Required work:
All of the entries below should be printed exactly; the pictures are to be left out.

┄┄┄┄┄┄

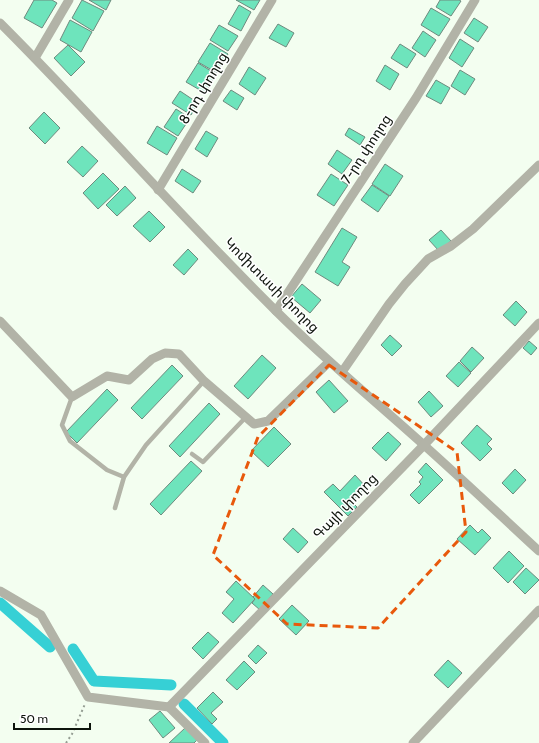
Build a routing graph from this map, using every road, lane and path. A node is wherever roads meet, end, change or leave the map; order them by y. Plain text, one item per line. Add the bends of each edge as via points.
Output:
1 (69, 0) edge
2 (272, 0) edge
3 (474, 0) edge
4 (0, 23) edge
5 (35, 58) junction
6 (539, 165) edge
7 (158, 190) junction
8 (276, 311) junction
9 (0, 321) edge
10 (539, 323) edge
11 (329, 362) junction
12 (342, 372) junction
13 (204, 381) junction
14 (72, 397) junction
15 (246, 417) junction
16 (424, 445) junction
17 (192, 454) dead end
18 (124, 477) junction
19 (115, 508) dead end
20 (539, 551) edge
21 (0, 591) edge
22 (539, 610) edge
23 (88, 697) junction
24 (169, 707) junction
25 (66, 743) edge
26 (205, 743) edge
27 (413, 743) edge

1 - 5 street
2 - 7 street, 8-րդ փողոց
3 - 8 street, 7-րդ փողոց via 416,98
4 - 5 street, Կոմիտասի փողոց
5 - 7 street, Կոմիտասի փողոց
6 - 12 street via 473,229 428,259 389,304
7 - 8 street, Կոմիտասի փողոց
8 - 11 street, Կոմիտասի փողոց
9 - 14 street
10 - 16 street, Գայի փողոց
11 - 12 street, Կոմիտասի փողոց
11 - 15 street via 268,421 254,424
12 - 16 street, Կոմիտասի փողոց
13 - 14 street via 179,354 165,353 152,359 129,380 107,376
13 - 15 street
13 - 18 lane via 146,445
14 - 18 lane via 62,425 70,441 107,470
15 - 17 lane via 203,462
16 - 20 street, Կոմիտասի փողոց
16 - 24 street, Գայի փողոց
18 - 19 lane
21 - 23 street via 41,615
22 - 27 street
23 - 24 street
23 - 25 path
24 - 26 street

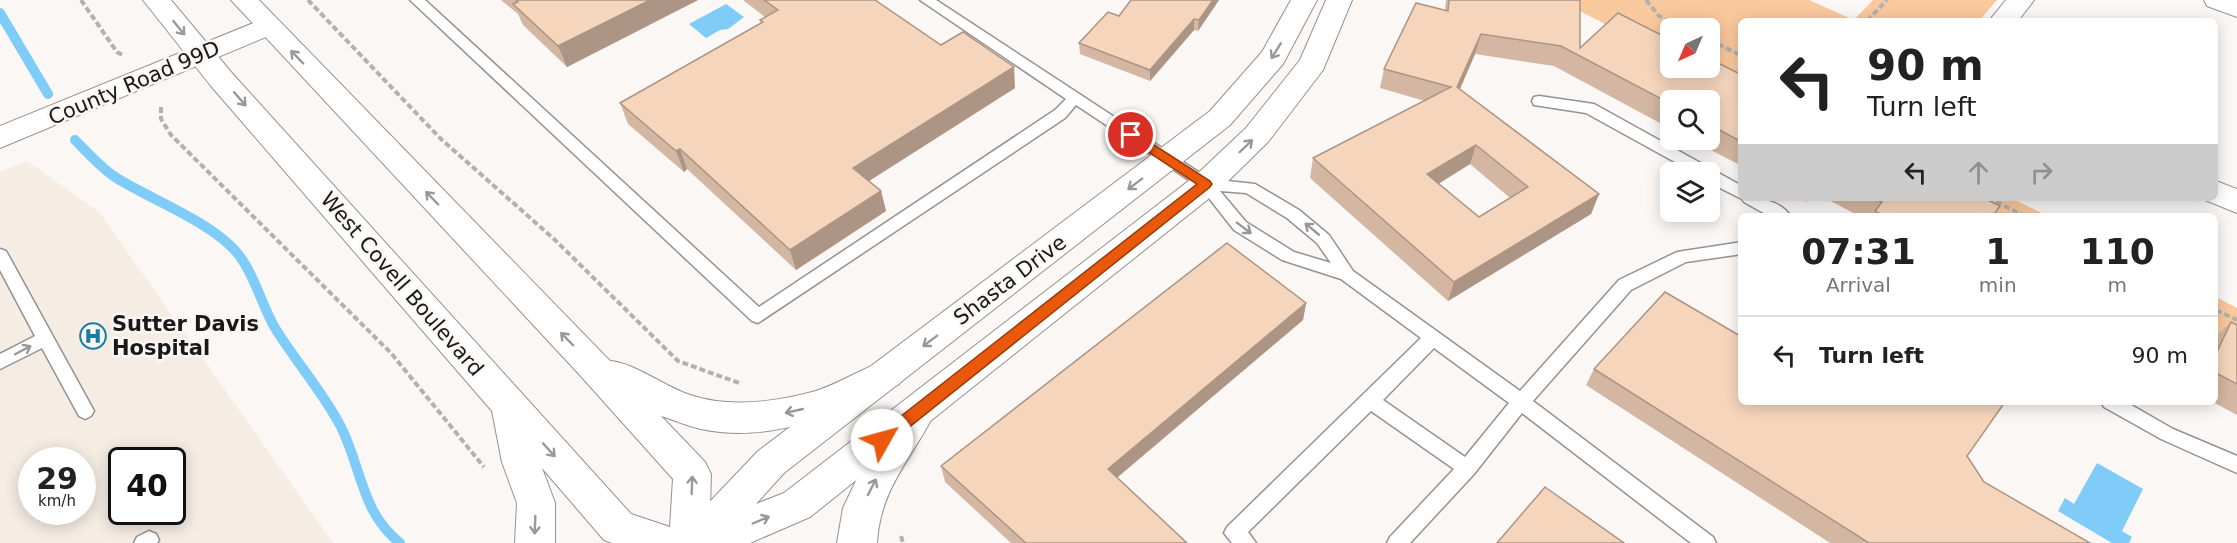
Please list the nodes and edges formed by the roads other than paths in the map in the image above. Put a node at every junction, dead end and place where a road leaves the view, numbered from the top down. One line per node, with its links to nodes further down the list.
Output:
1 (156, 0): 12 (main road, West Covell Boulevard, one-way to 12)
2 (244, 0): 11 (main road)
3 (417, 0): 13 (lane)
4 (927, 0): 13 (lane)
5 (1305, 0): 16 (main road, Shasta Drive, one-way to 16)
6 (1339, 0): 19 (main road, one-way to 6)
7 (2021, 0): 10 (main road)
8 (2217, 0): 9 (main road)
9 (2237, 8)
10 (2006, 18)
11 (267, 26): 12 (main road, County Road 99D); 31 (main road, one-way to 11)
12 (201, 55): 15 (main road, County Road 99D); 36 (main road, West Covell Boulevard, one-way to 36)
13 (1075, 98): 16 (lane)
14 (1539, 101): 17 (lane)
15 (0, 138)
16 (1168, 159): 19 (lane); 32 (main road, Shasta Drive, one-way to 32)
17 (1686, 162)
18 (1720, 181): 20 (lane)
19 (1206, 184): 27 (lane, one-way to 27); 27 (lane, one-way to 19); 38 (main road)
20 (1738, 191)
21 (2218, 193): 23 (main road)
22 (1755, 201): 24 (lane)
23 (2237, 202)
24 (1777, 213)
25 (1738, 249): 34 (lane)
26 (0, 255): 28 (lane)
27 (1347, 275): 29 (lane)
28 (46, 338): 30 (lane, one-way to 28); 37 (lane)
29 (1432, 338): 33 (lane); 34 (lane)
30 (0, 362)
31 (590, 363): 32 (main road, one-way to 31); 43 (main road, one-way to 31)
32 (887, 374): 44 (main road, Shasta Drive)
33 (1370, 401): 40 (lane); 47 (lane)
34 (1521, 402): 40 (lane); 49 (lane)
35 (2115, 405): 39 (lane)
36 (510, 407): 41 (main road, one-way to 41); 42 (main road, West Covell Boulevard, one-way to 42)
37 (85, 411)
38 (916, 414): 45 (main road, one-way to 38); 46 (main road, one-way to 38)
39 (2237, 465)
40 (1467, 468): 48 (lane)
41 (535, 543)
42 (666, 543)
43 (689, 543)
44 (696, 543)
45 (707, 543)
46 (857, 543)
47 (1246, 543)
48 (1397, 543)
49 (1706, 543)

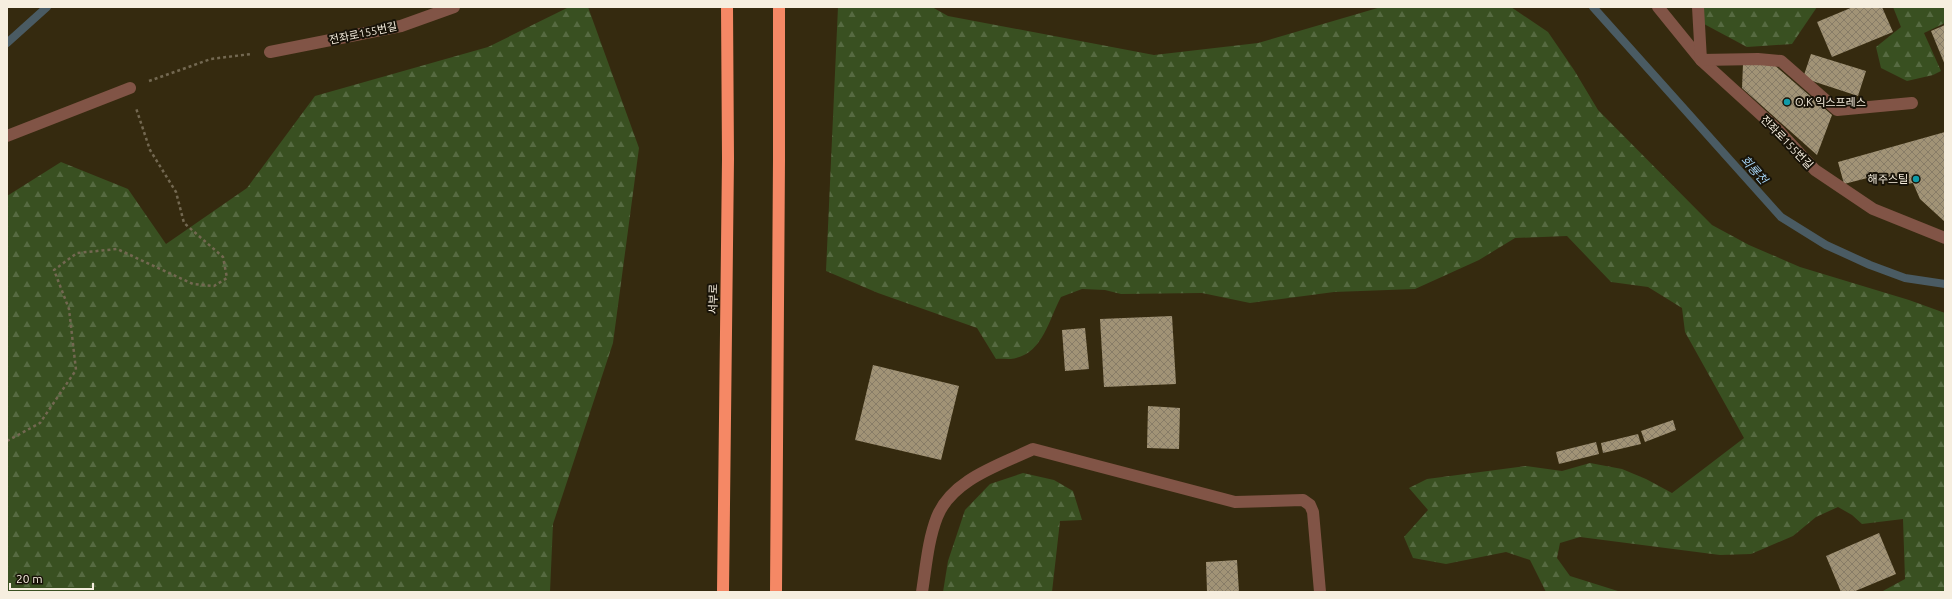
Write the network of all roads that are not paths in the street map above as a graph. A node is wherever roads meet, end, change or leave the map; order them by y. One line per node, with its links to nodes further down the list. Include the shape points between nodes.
1 (454, 7): 6 (street, 전좌로155번길, via 400,26)
2 (726, 7): 12 (highway, 서부로, via 728,159)
3 (779, 7): 13 (highway)
4 (1658, 7): 7 (street, 전좌로155번길)
5 (1698, 7): 7 (street)
6 (270, 52)
7 (1701, 60): 9 (street, via 1781,61 1837,110); 11 (street, 전좌로155번길, via 1779,131 1815,170 1873,209)
8 (130, 88): 10 (street)
9 (1912, 103)
10 (7, 136)
11 (1945, 238)
12 (723, 592)
13 (776, 592)
14 (922, 592): 15 (street, via 932,533 938,515 951,496 968,480 1033,449 1235,502 1303,500 1310,505 1313,512)
15 (1320, 592)

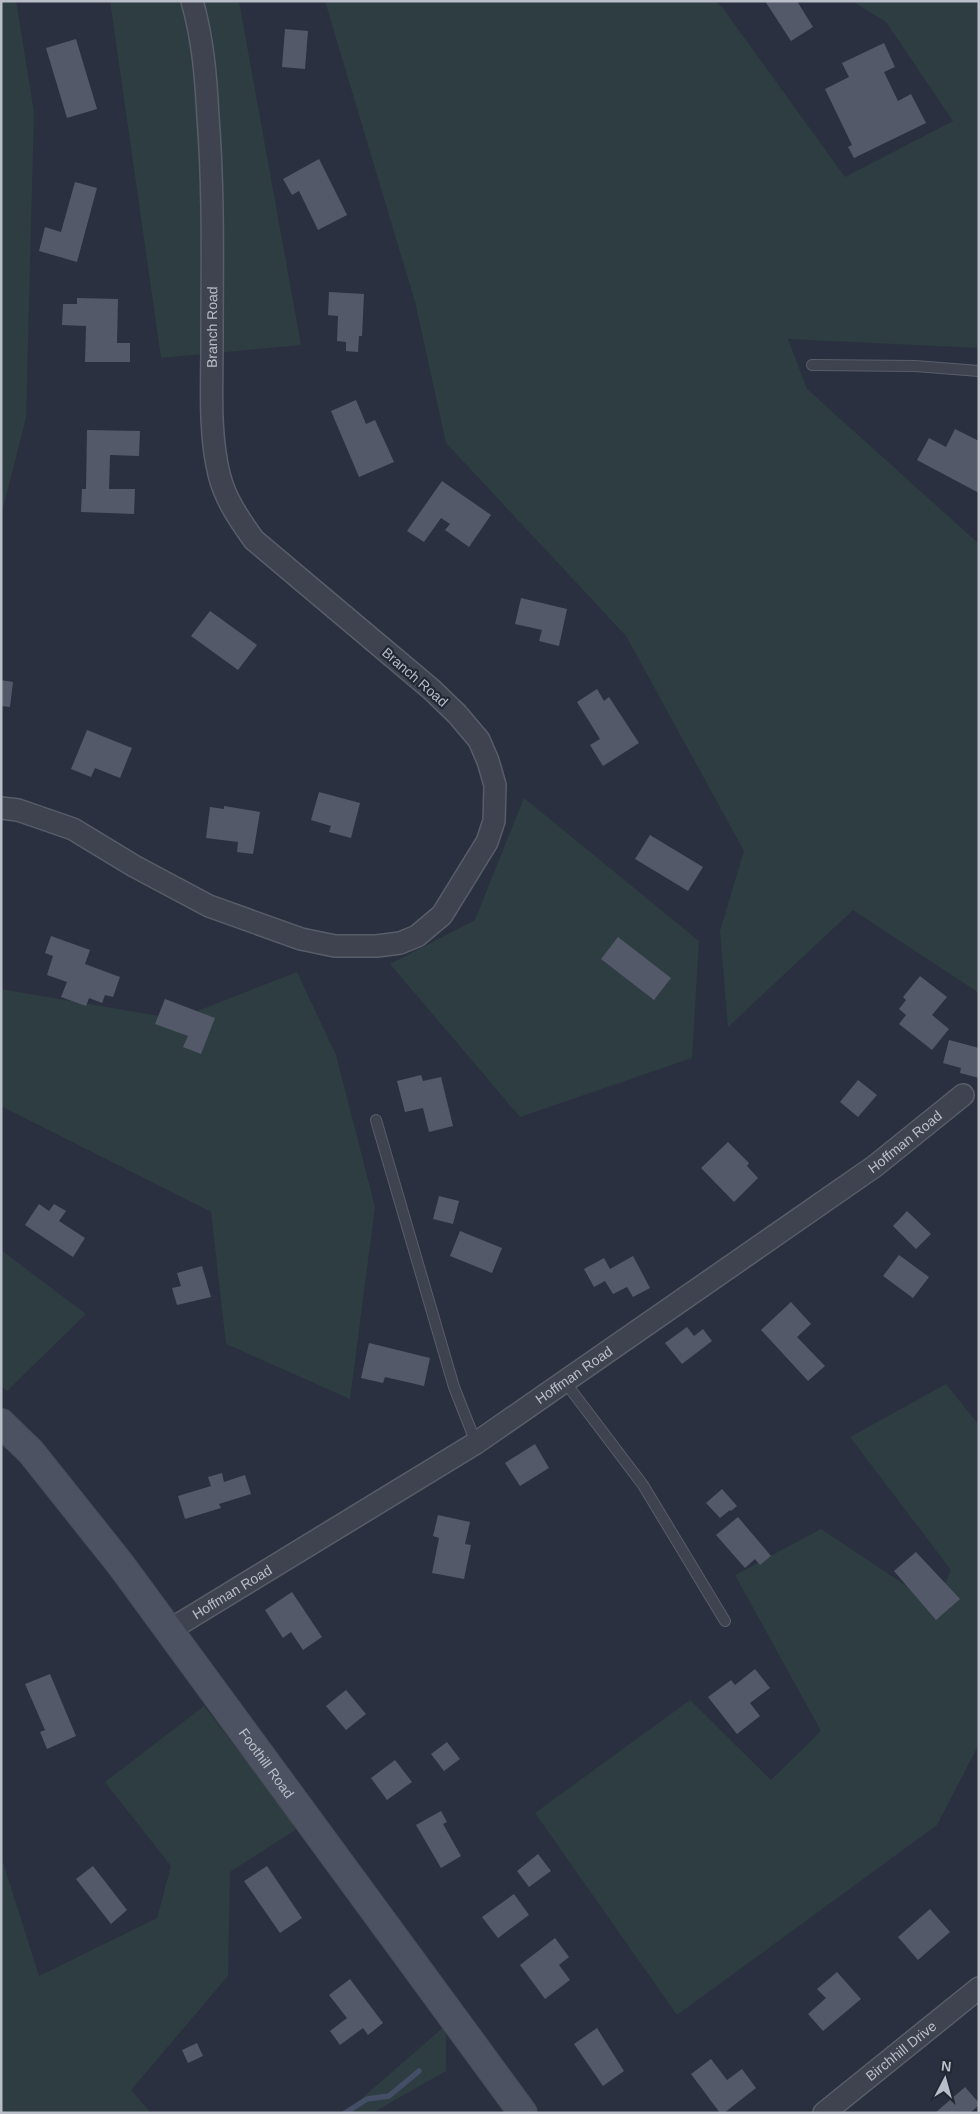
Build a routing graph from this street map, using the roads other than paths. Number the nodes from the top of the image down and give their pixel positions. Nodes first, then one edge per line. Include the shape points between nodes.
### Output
1 (192, 1) edge
2 (812, 365) dead end
3 (979, 371) edge
4 (1, 808) edge
5 (963, 1095) dead end
6 (376, 1120) dead end
7 (565, 1382) junction
8 (1, 1423) edge
9 (476, 1443) junction
10 (725, 1621) dead end
11 (168, 1630) junction
12 (979, 1988) edge
13 (522, 2113) edge
14 (824, 2113) edge

1 - 4 street, Branch Road via 207,94 212,166 212,396 214,443 225,495 254,540 457,714 478,740 488,761 495,785 494,821 488,842 442,916 417,936 400,943 377,946 335,946 302,939 209,906 73,829 18,810
2 - 3 lane via 915,366
5 - 7 street, Hoffman Road via 875,1166
6 - 9 lane via 454,1387
7 - 9 street, Hoffman Road
7 - 10 lane via 643,1485
8 - 11 street, Foothill Road via 31,1452
9 - 11 street, Hoffman Road
11 - 13 street, Foothill Road
12 - 14 street, Birchhill Drive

┄┄┄┄┄┄

Solution to the problem:
Build a routing graph from this map, using every road, lane and path. A node is wherever roads meet, end, change or leave the map; order them by y. Plain text, one item per line. Add the bends of each edge as via points.
Output:
1 (69, 0) edge
2 (272, 0) edge
3 (474, 0) edge
4 (0, 23) edge
5 (35, 58) junction
6 (539, 165) edge
7 (158, 190) junction
8 (276, 311) junction
9 (0, 321) edge
10 (539, 323) edge
11 (329, 362) junction
12 (342, 372) junction
13 (204, 381) junction
14 (72, 397) junction
15 (246, 417) junction
16 (424, 445) junction
17 (192, 454) dead end
18 (124, 477) junction
19 (115, 508) dead end
20 (539, 551) edge
21 (0, 591) edge
22 (539, 610) edge
23 (88, 697) junction
24 (169, 707) junction
25 (66, 743) edge
26 (205, 743) edge
27 (413, 743) edge

1 - 5 street
2 - 7 street, 8-րդ փողոց
3 - 8 street, 7-րդ փողոց via 416,98
4 - 5 street, Կոմիտասի փողոց
5 - 7 street, Կոմիտասի փողոց
6 - 12 street via 473,229 428,259 389,304
7 - 8 street, Կոմիտասի փողոց
8 - 11 street, Կոմիտասի փողոց
9 - 14 street
10 - 16 street, Գայի փողոց
11 - 12 street, Կոմիտասի փողոց
11 - 15 street via 268,421 254,424
12 - 16 street, Կոմիտասի փողոց
13 - 14 street via 179,354 165,353 152,359 129,380 107,376
13 - 15 street
13 - 18 lane via 146,445
14 - 18 lane via 62,425 70,441 107,470
15 - 17 lane via 203,462
16 - 20 street, Կոմիտասի փողոց
16 - 24 street, Գայի փողոց
18 - 19 lane
21 - 23 street via 41,615
22 - 27 street
23 - 24 street
23 - 25 path
24 - 26 street

Please list the nodes and edges formed by the roads other than paths in the map in the image above. Put a node at every junction, dead end and place where a road leaves the view, numbered from the top down. One line per node, with its links to nodes further down the list.
Output:
1 (156, 0): 12 (main road, West Covell Boulevard, one-way to 12)
2 (244, 0): 11 (main road)
3 (417, 0): 13 (lane)
4 (927, 0): 13 (lane)
5 (1305, 0): 16 (main road, Shasta Drive, one-way to 16)
6 (1339, 0): 19 (main road, one-way to 6)
7 (2021, 0): 10 (main road)
8 (2217, 0): 9 (main road)
9 (2237, 8)
10 (2006, 18)
11 (267, 26): 12 (main road, County Road 99D); 31 (main road, one-way to 11)
12 (201, 55): 15 (main road, County Road 99D); 36 (main road, West Covell Boulevard, one-way to 36)
13 (1075, 98): 16 (lane)
14 (1539, 101): 17 (lane)
15 (0, 138)
16 (1168, 159): 19 (lane); 32 (main road, Shasta Drive, one-way to 32)
17 (1686, 162)
18 (1720, 181): 20 (lane)
19 (1206, 184): 27 (lane, one-way to 27); 27 (lane, one-way to 19); 38 (main road)
20 (1738, 191)
21 (2218, 193): 23 (main road)
22 (1755, 201): 24 (lane)
23 (2237, 202)
24 (1777, 213)
25 (1738, 249): 34 (lane)
26 (0, 255): 28 (lane)
27 (1347, 275): 29 (lane)
28 (46, 338): 30 (lane, one-way to 28); 37 (lane)
29 (1432, 338): 33 (lane); 34 (lane)
30 (0, 362)
31 (590, 363): 32 (main road, one-way to 31); 43 (main road, one-way to 31)
32 (887, 374): 44 (main road, Shasta Drive)
33 (1370, 401): 40 (lane); 47 (lane)
34 (1521, 402): 40 (lane); 49 (lane)
35 (2115, 405): 39 (lane)
36 (510, 407): 41 (main road, one-way to 41); 42 (main road, West Covell Boulevard, one-way to 42)
37 (85, 411)
38 (916, 414): 45 (main road, one-way to 38); 46 (main road, one-way to 38)
39 (2237, 465)
40 (1467, 468): 48 (lane)
41 (535, 543)
42 (666, 543)
43 (689, 543)
44 (696, 543)
45 (707, 543)
46 (857, 543)
47 (1246, 543)
48 (1397, 543)
49 (1706, 543)

Write the network of all roads that are not paths in the street map above as a graph. A node is wherever roads meet, end, change or leave the map; order them by y. One line per node, with its links to nodes further down the list. Include the shape points between nodes.
1 (454, 7): 6 (street, 전좌로155번길, via 400,26)
2 (726, 7): 12 (highway, 서부로, via 728,159)
3 (779, 7): 13 (highway)
4 (1658, 7): 7 (street, 전좌로155번길)
5 (1698, 7): 7 (street)
6 (270, 52)
7 (1701, 60): 9 (street, via 1781,61 1837,110); 11 (street, 전좌로155번길, via 1779,131 1815,170 1873,209)
8 (130, 88): 10 (street)
9 (1912, 103)
10 (7, 136)
11 (1945, 238)
12 (723, 592)
13 (776, 592)
14 (922, 592): 15 (street, via 932,533 938,515 951,496 968,480 1033,449 1235,502 1303,500 1310,505 1313,512)
15 (1320, 592)

Build a routing graph from this street map, using the roads other than paths. Number the nodes from the top of the image down and give their pixel positions. Nodes first, then one edge per line. Include the shape points between nodes.
### Output
1 (192, 1) edge
2 (812, 365) dead end
3 (979, 371) edge
4 (1, 808) edge
5 (963, 1095) dead end
6 (376, 1120) dead end
7 (565, 1382) junction
8 (1, 1423) edge
9 (476, 1443) junction
10 (725, 1621) dead end
11 (168, 1630) junction
12 (979, 1988) edge
13 (522, 2113) edge
14 (824, 2113) edge

1 - 4 street, Branch Road via 207,94 212,166 212,396 214,443 225,495 254,540 457,714 478,740 488,761 495,785 494,821 488,842 442,916 417,936 400,943 377,946 335,946 302,939 209,906 73,829 18,810
2 - 3 lane via 915,366
5 - 7 street, Hoffman Road via 875,1166
6 - 9 lane via 454,1387
7 - 9 street, Hoffman Road
7 - 10 lane via 643,1485
8 - 11 street, Foothill Road via 31,1452
9 - 11 street, Hoffman Road
11 - 13 street, Foothill Road
12 - 14 street, Birchhill Drive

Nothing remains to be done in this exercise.